The sound that left her wasn’t graceful or even recognizable as a word. Just a small, fractured noise that seemed to tear itself free from somewhere deep inside her chest before she had the chance to swallow it back down. It embarrassed her almost immediately, but embarrassment had already become irrelevant. There are certain kinds of grief that strip dignity away before you have the opportunity to protect it.
“..Michael..!” His name left her in a trembling exhale. She hadn’t intended to say it like that. She hadn't intended to sound as though she’d been carrying those seven letters inside her all day, letting them grow heavier with every passing hour until speaking them became less of a choice than a release.
Then she moved.
The distance between them suddenly felt intolerable, something instinct refused to negotiate with any longer. She crossed it in two uneven steps, stumbling in her haste, and collided with him before either of them had time to think about what was happening. Her hands found the fabric of his plaid first, gripping it with desperate certainty, fingers twisting into the material as though she needed proof that he was solid, that he hadn’t already become another goodbye she was remembering instead of living.
The moment she felt his arms come around her, whatever fragile structure had been holding her together dissolved completely.
She collapsed into him.
Every ounce of resistance she’d spent days maintaining abandoned her all at once, her forehead finding the space beneath his chin, her weight settling against him with complete involuntary trust. Her shoulders shook violently against his chest, each breath catching so hard it bordered on painful, her fingers tightening almost helplessly against his back every time she tried and failed to steady herself.
It wasn’t only crying. It was relief—relief that she didn’t have to pretend for one more second. Relief that he had come despite her asking him not to. Relief that, for one impossibly brief moment before tomorrow morning arrived and an ocean separated them, she was exactly where she wanted to be all day.
With him.
Michael spoke softer, close to her hair, he said, “Hey now.. you’re gonna make me cry, silly girl.”
He had seen her cry before.
Artists cried. After bad performances. Long rehearsals.
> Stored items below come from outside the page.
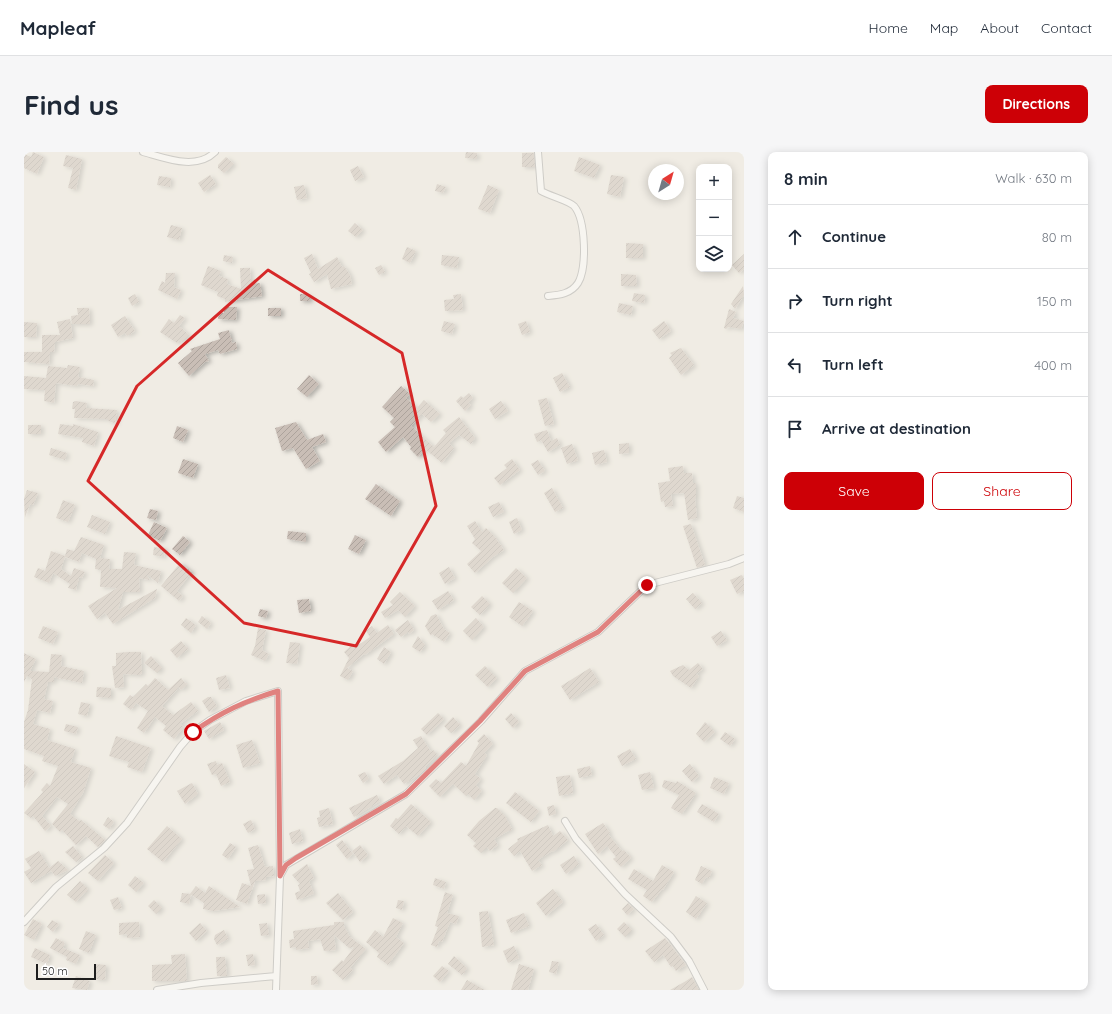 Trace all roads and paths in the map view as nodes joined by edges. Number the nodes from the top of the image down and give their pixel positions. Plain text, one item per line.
1 (143, 152) edge
2 (215, 152) edge
3 (538, 152) edge
4 (548, 296) dead end
5 (744, 558) edge
6 (565, 821) dead end
7 (280, 876) junction
8 (24, 922) edge
9 (276, 976) junction
10 (157, 990) edge
11 (276, 990) edge
12 (704, 990) edge

1 - 2 street
3 - 4 street
5 - 7 street
6 - 12 street
7 - 8 street
7 - 9 street
9 - 10 street
9 - 11 street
Brutal criticism. Creative exhaustion. She had cried in frustration over lyrics that refused to come, over mistakes she believed were unforgivable, over expectations she placed upon herself that no one else ever would. He knew those tears. He knew how to sit beside them, how to remind her that tomorrow would arrive and the music would still be there waiting. This wasn’t that.
This frightened him because whatever this was wasn’t coming from disappointment or failure or exhaustion.
It was coming from him, not something he had done to her—but something he represented as her mentor.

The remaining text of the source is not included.